_Work item_.
From the records below, copy each line in which the string "road" occurs.

_Available records_.
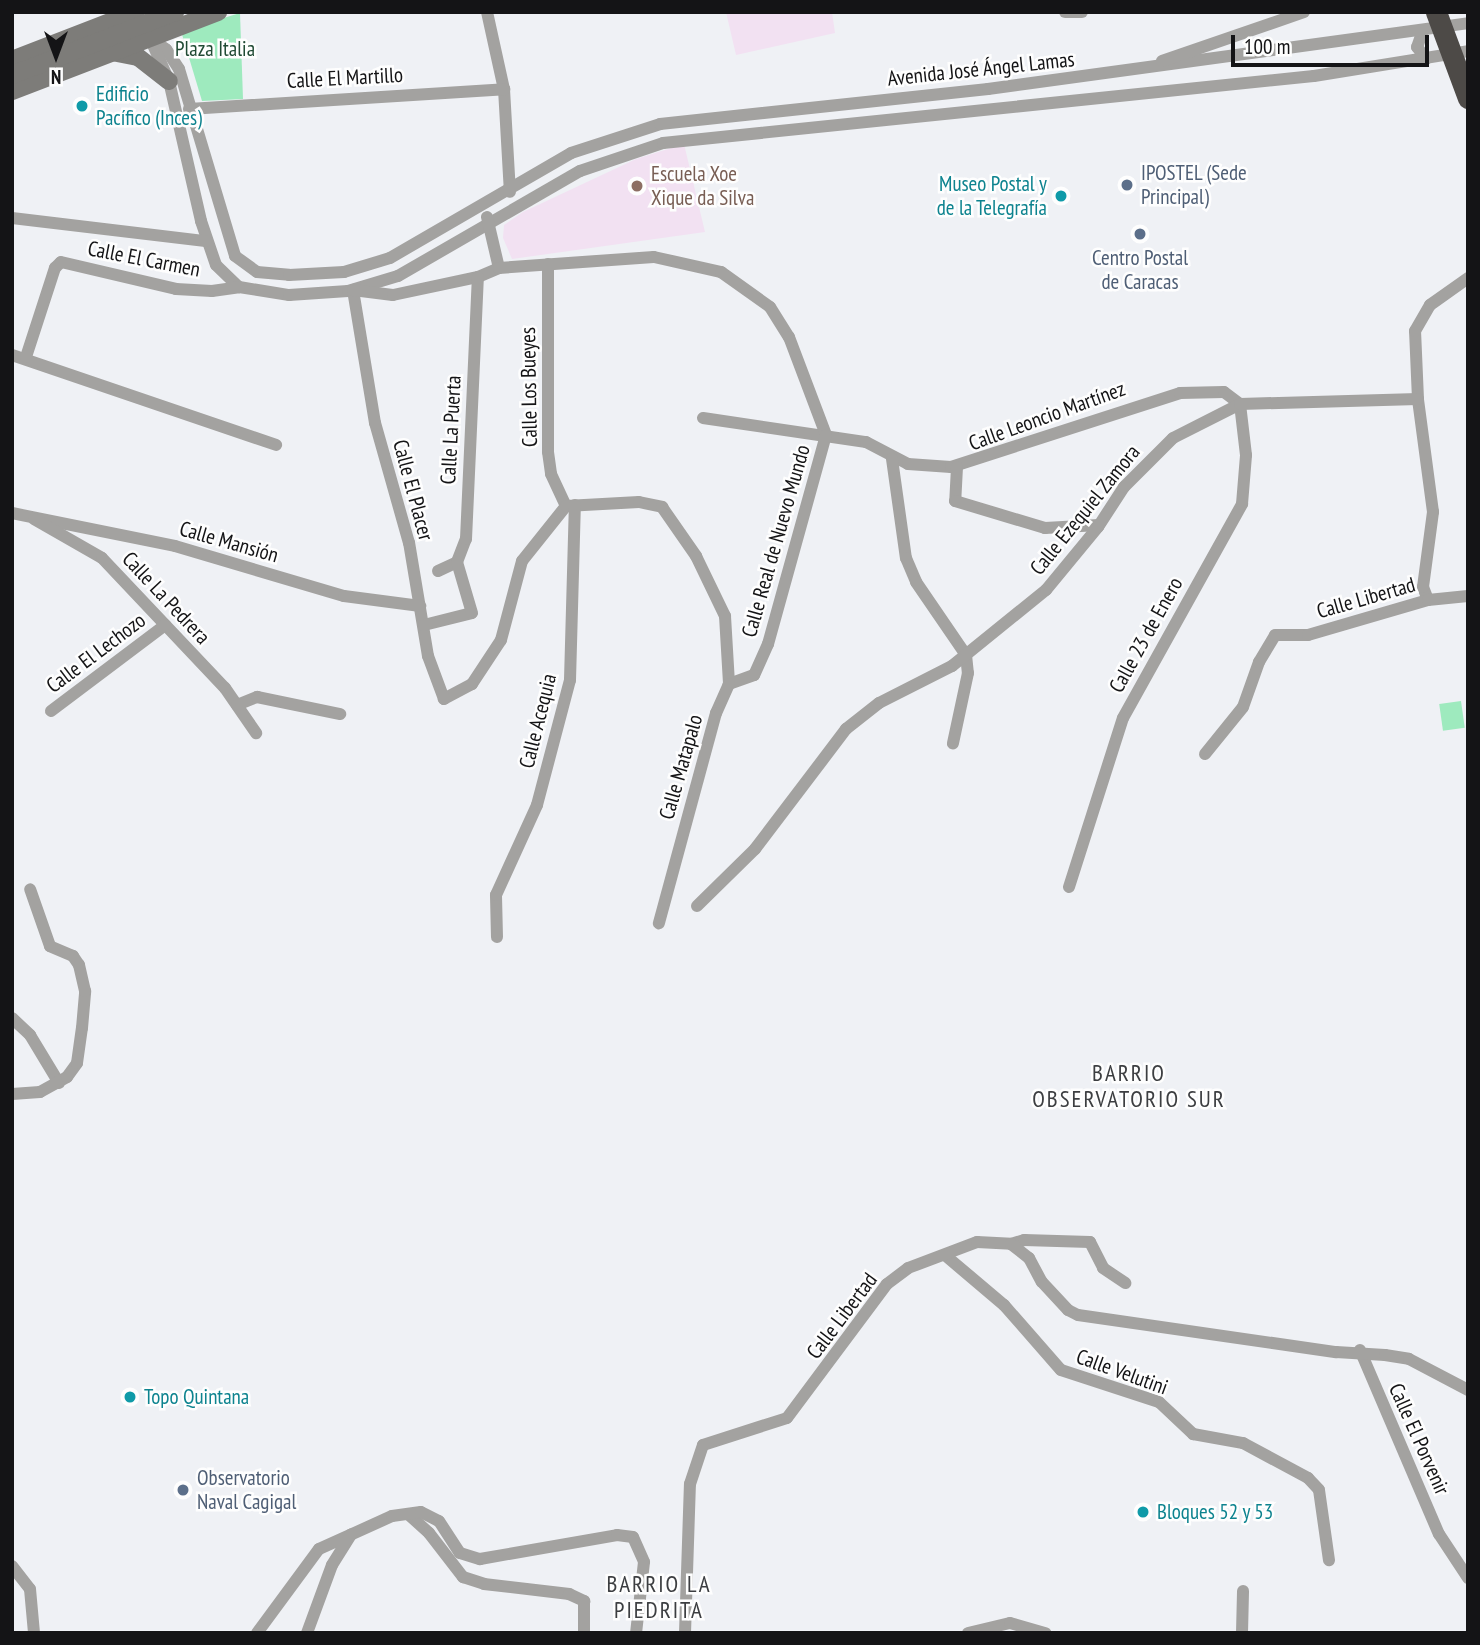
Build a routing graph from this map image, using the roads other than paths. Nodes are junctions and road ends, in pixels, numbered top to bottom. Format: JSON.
{"nodes":[{"id":1,"x":175,"y":12,"type":"edge"},
{"id":2,"x":218,"y":12,"type":"edge"},
{"id":3,"x":487,"y":12,"type":"edge"},
{"id":4,"x":1065,"y":12,"type":"edge"},
{"id":5,"x":1083,"y":12,"type":"edge"},
{"id":6,"x":1304,"y":12,"type":"edge"},
{"id":7,"x":1436,"y":12,"type":"edge"},
{"id":8,"x":127,"y":14,"type":"edge"},
{"id":9,"x":1468,"y":23,"type":"edge"},
{"id":10,"x":1423,"y":30,"type":"junction"},
{"id":11,"x":150,"y":38,"type":"junction"},
{"id":12,"x":112,"y":52,"type":"junction"},
{"id":13,"x":1467,"y":52,"type":"edge"},
{"id":14,"x":12,"y":60,"type":"edge"},
{"id":15,"x":1426,"y":60,"type":"junction"},
{"id":16,"x":1133,"y":70,"type":"junction"},
{"id":17,"x":12,"y":75,"type":"edge"},
{"id":18,"x":169,"y":81,"type":"junction"},
{"id":19,"x":504,"y":89,"type":"junction"},
{"id":20,"x":12,"y":91,"type":"edge"},
{"id":21,"x":1468,"y":98,"type":"edge"},
{"id":22,"x":189,"y":109,"type":"junction"},
{"id":23,"x":510,"y":187,"type":"junction"},
{"id":24,"x":486,"y":203,"type":"junction"},
{"id":25,"x":512,"y":208,"type":"junction"},
{"id":26,"x":12,"y":218,"type":"edge"},
{"id":27,"x":488,"y":222,"type":"junction"},
{"id":28,"x":206,"y":241,"type":"junction"},
{"id":29,"x":548,"y":264,"type":"junction"},
{"id":30,"x":499,"y":268,"type":"junction"},
{"id":31,"x":478,"y":277,"type":"junction"},
{"id":32,"x":1468,"y":278,"type":"edge"},
{"id":33,"x":239,"y":287,"type":"junction"},
{"id":34,"x":353,"y":290,"type":"junction"},
{"id":35,"x":12,"y":355,"type":"edge"},
{"id":36,"x":26,"y":357,"type":"junction"},
{"id":37,"x":1418,"y":399,"type":"junction"},
{"id":38,"x":1240,"y":404,"type":"junction"},
{"id":39,"x":703,"y":418,"type":"dead end"},
{"id":40,"x":826,"y":435,"type":"junction"},
{"id":41,"x":276,"y":444,"type":"dead end"},
{"id":42,"x":892,"y":459,"type":"junction"},
{"id":43,"x":957,"y":467,"type":"junction"},
{"id":44,"x":570,"y":505,"type":"junction"},
{"id":45,"x":12,"y":513,"type":"edge"},
{"id":46,"x":27,"y":515,"type":"junction"},
{"id":47,"x":1099,"y":525,"type":"junction"},
{"id":48,"x":457,"y":562,"type":"junction"},
{"id":49,"x":438,"y":571,"type":"dead end"},
{"id":50,"x":1468,"y":596,"type":"edge"},
{"id":51,"x":1428,"y":600,"type":"junction"},
{"id":52,"x":421,"y":606,"type":"junction"},
{"id":53,"x":165,"y":625,"type":"junction"},
{"id":54,"x":424,"y":625,"type":"junction"},
{"id":55,"x":966,"y":655,"type":"junction"},
{"id":56,"x":729,"y":684,"type":"junction"},
{"id":57,"x":237,"y":705,"type":"junction"},
{"id":58,"x":51,"y":711,"type":"dead end"},
{"id":59,"x":340,"y":714,"type":"dead end"},
{"id":60,"x":256,"y":733,"type":"dead end"},
{"id":61,"x":953,"y":743,"type":"dead end"},
{"id":62,"x":1205,"y":754,"type":"dead end"},
{"id":63,"x":1069,"y":887,"type":"dead end"},
{"id":64,"x":30,"y":889,"type":"dead end"},
{"id":65,"x":697,"y":906,"type":"dead end"},
{"id":66,"x":659,"y":923,"type":"dead end"},
{"id":67,"x":497,"y":937,"type":"dead end"},
{"id":68,"x":12,"y":1018,"type":"edge"},
{"id":69,"x":59,"y":1083,"type":"junction"},
{"id":70,"x":12,"y":1094,"type":"edge"},
{"id":71,"x":1011,"y":1244,"type":"junction"},
{"id":72,"x":946,"y":1256,"type":"junction"},
{"id":73,"x":1125,"y":1283,"type":"dead end"},
{"id":74,"x":1360,"y":1350,"type":"junction"},
{"id":75,"x":1468,"y":1390,"type":"edge"},
{"id":76,"x":408,"y":1514,"type":"junction"},
{"id":77,"x":351,"y":1535,"type":"junction"},
{"id":78,"x":1329,"y":1560,"type":"dead end"},
{"id":79,"x":12,"y":1566,"type":"edge"},
{"id":80,"x":1468,"y":1578,"type":"edge"},
{"id":81,"x":1243,"y":1591,"type":"dead end"},
{"id":82,"x":34,"y":1633,"type":"edge"},
{"id":83,"x":257,"y":1633,"type":"edge"},
{"id":84,"x":307,"y":1633,"type":"edge"},
{"id":85,"x":584,"y":1633,"type":"edge"},
{"id":86,"x":636,"y":1633,"type":"edge"},
{"id":87,"x":685,"y":1633,"type":"edge"},
{"id":88,"x":968,"y":1633,"type":"edge"},
{"id":89,"x":1046,"y":1633,"type":"edge"},
{"id":90,"x":1242,"y":1633,"type":"edge"}],
"edges":[{"from":1,"to":17,"type":"main road","bridge":true},
{"from":2,"to":11,"type":"main road"},
{"from":3,"to":19,"type":"street"},
{"from":4,"to":5,"type":"street"},
{"from":6,"to":16,"type":"street"},
{"from":7,"to":21,"type":"highway","bridge":true},
{"from":8,"to":11,"type":"street","name":"Avenida José Ángel Lamas"},
{"from":8,"to":14,"type":"main road"},
{"from":9,"to":10,"type":"street","name":"Avenida José Ángel Lamas"},
{"from":10,"to":15,"type":"street"},
{"from":10,"to":16,"type":"street","name":"Avenida José Ángel Lamas"},
{"from":11,"to":12,"type":"main road"},
{"from":11,"to":18,"type":"street"},
{"from":11,"to":22,"type":"street","name":"Avenida José Ángel Lamas"},
{"from":12,"to":18,"type":"main road"},
{"from":12,"to":20,"type":"main road"},
{"from":13,"to":15,"type":"street","name":"Avenida José Ángel Lamas"},
{"from":15,"to":25,"type":"street","name":"Avenida José Ángel Lamas"},
{"from":16,"to":23,"type":"street","name":"Avenida José Ángel Lamas"},
{"from":18,"to":28,"type":"street"},
{"from":19,"to":22,"type":"street","name":"Calle El Martillo"},
{"from":19,"to":23,"type":"street"},
{"from":22,"to":24,"type":"street","name":"Avenida José Ángel Lamas"},
{"from":23,"to":24,"type":"street","name":"Avenida José Ángel Lamas"},
{"from":23,"to":25,"type":"street"},
{"from":24,"to":27,"type":"street"},
{"from":25,"to":27,"type":"street","name":"Avenida José Ángel Lamas"},
{"from":26,"to":28,"type":"street"},
{"from":27,"to":30,"type":"street"},
{"from":27,"to":34,"type":"street","name":"Avenida José Ángel Lamas"},
{"from":28,"to":33,"type":"street"},
{"from":29,"to":30,"type":"street","name":"Calle Real de Nuevo Mundo"},
{"from":29,"to":40,"type":"street","name":"Calle Real de Nuevo Mundo"},
{"from":29,"to":44,"type":"street","name":"Calle Los Bueyes"},
{"from":30,"to":31,"type":"street","name":"Calle Real de Nuevo Mundo"},
{"from":31,"to":34,"type":"street","name":"Calle Real de Nuevo Mundo"},
{"from":31,"to":48,"type":"street","name":"Calle La Puerta"},
{"from":32,"to":37,"type":"street"},
{"from":33,"to":34,"type":"street"},
{"from":33,"to":36,"type":"street","name":"Calle El Carmen"},
{"from":34,"to":52,"type":"street","name":"Calle El Placer"},
{"from":35,"to":36,"type":"street"},
{"from":36,"to":41,"type":"street"},
{"from":37,"to":38,"type":"street"},
{"from":37,"to":51,"type":"street"},
{"from":38,"to":43,"type":"street","name":"Calle Leoncio Martínez"},
{"from":38,"to":47,"type":"street","name":"Calle Ezequiel Zamora"},
{"from":38,"to":63,"type":"street","name":"Calle 23 de Enero"},
{"from":39,"to":40,"type":"street","name":"Calle Leoncio Martínez"},
{"from":40,"to":42,"type":"street","name":"Calle Leoncio Martínez"},
{"from":40,"to":56,"type":"street","name":"Calle Real de Nuevo Mundo"},
{"from":42,"to":43,"type":"street","name":"Calle Leoncio Martínez"},
{"from":42,"to":55,"type":"street"},
{"from":43,"to":47,"type":"street"},
{"from":44,"to":54,"type":"street","name":"Calle El Placer"},
{"from":44,"to":56,"type":"street"},
{"from":44,"to":67,"type":"street","name":"Calle Acequia"},
{"from":45,"to":46,"type":"street","name":"Calle Mansión"},
{"from":46,"to":52,"type":"street","name":"Calle Mansión"},
{"from":46,"to":53,"type":"street","name":"Calle La Pedrera"},
{"from":47,"to":55,"type":"street","name":"Calle Ezequiel Zamora"},
{"from":48,"to":49,"type":"street"},
{"from":48,"to":54,"type":"street"},
{"from":50,"to":51,"type":"street","name":"Calle Libertad"},
{"from":51,"to":62,"type":"street","name":"Calle Libertad"},
{"from":52,"to":54,"type":"street","name":"Calle El Placer"},
{"from":53,"to":57,"type":"street","name":"Calle La Pedrera"},
{"from":53,"to":58,"type":"street","name":"Calle El Lechozo"},
{"from":55,"to":61,"type":"street"},
{"from":55,"to":65,"type":"street","name":"Calle Ezequiel Zamora"},
{"from":56,"to":66,"type":"street","name":"Calle Matapalo"},
{"from":57,"to":59,"type":"street"},
{"from":57,"to":60,"type":"street","name":"Calle La Pedrera"},
{"from":64,"to":69,"type":"street"},
{"from":68,"to":69,"type":"street"},
{"from":69,"to":70,"type":"street"},
{"from":71,"to":72,"type":"street","name":"Calle Libertad"},
{"from":71,"to":73,"type":"street","name":"Calle Libertad"},
{"from":71,"to":74,"type":"street"},
{"from":72,"to":78,"type":"street","name":"Calle Velutini"},
{"from":72,"to":87,"type":"street","name":"Calle Libertad"},
{"from":74,"to":75,"type":"street"},
{"from":74,"to":80,"type":"street","name":"Calle El Porvenir"},
{"from":76,"to":77,"type":"street"},
{"from":76,"to":85,"type":"street"},
{"from":76,"to":86,"type":"street"},
{"from":77,"to":83,"type":"street"},
{"from":77,"to":84,"type":"street"},
{"from":79,"to":82,"type":"street"},
{"from":81,"to":90,"type":"street"},
{"from":88,"to":89,"type":"street"}]}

_Answer space_.
Build a routing graph from this map image, using the roads other than paths. Nodes are junctions and road ends, in pixels, numbered top to bottom. Format: JSON.
"edges":[{"from":1,"to":17,"type":"main road","bridge":true},
{"from":2,"to":11,"type":"main road"},
{"from":8,"to":14,"type":"main road"},
{"from":11,"to":12,"type":"main road"},
{"from":12,"to":18,"type":"main road"},
{"from":12,"to":20,"type":"main road"},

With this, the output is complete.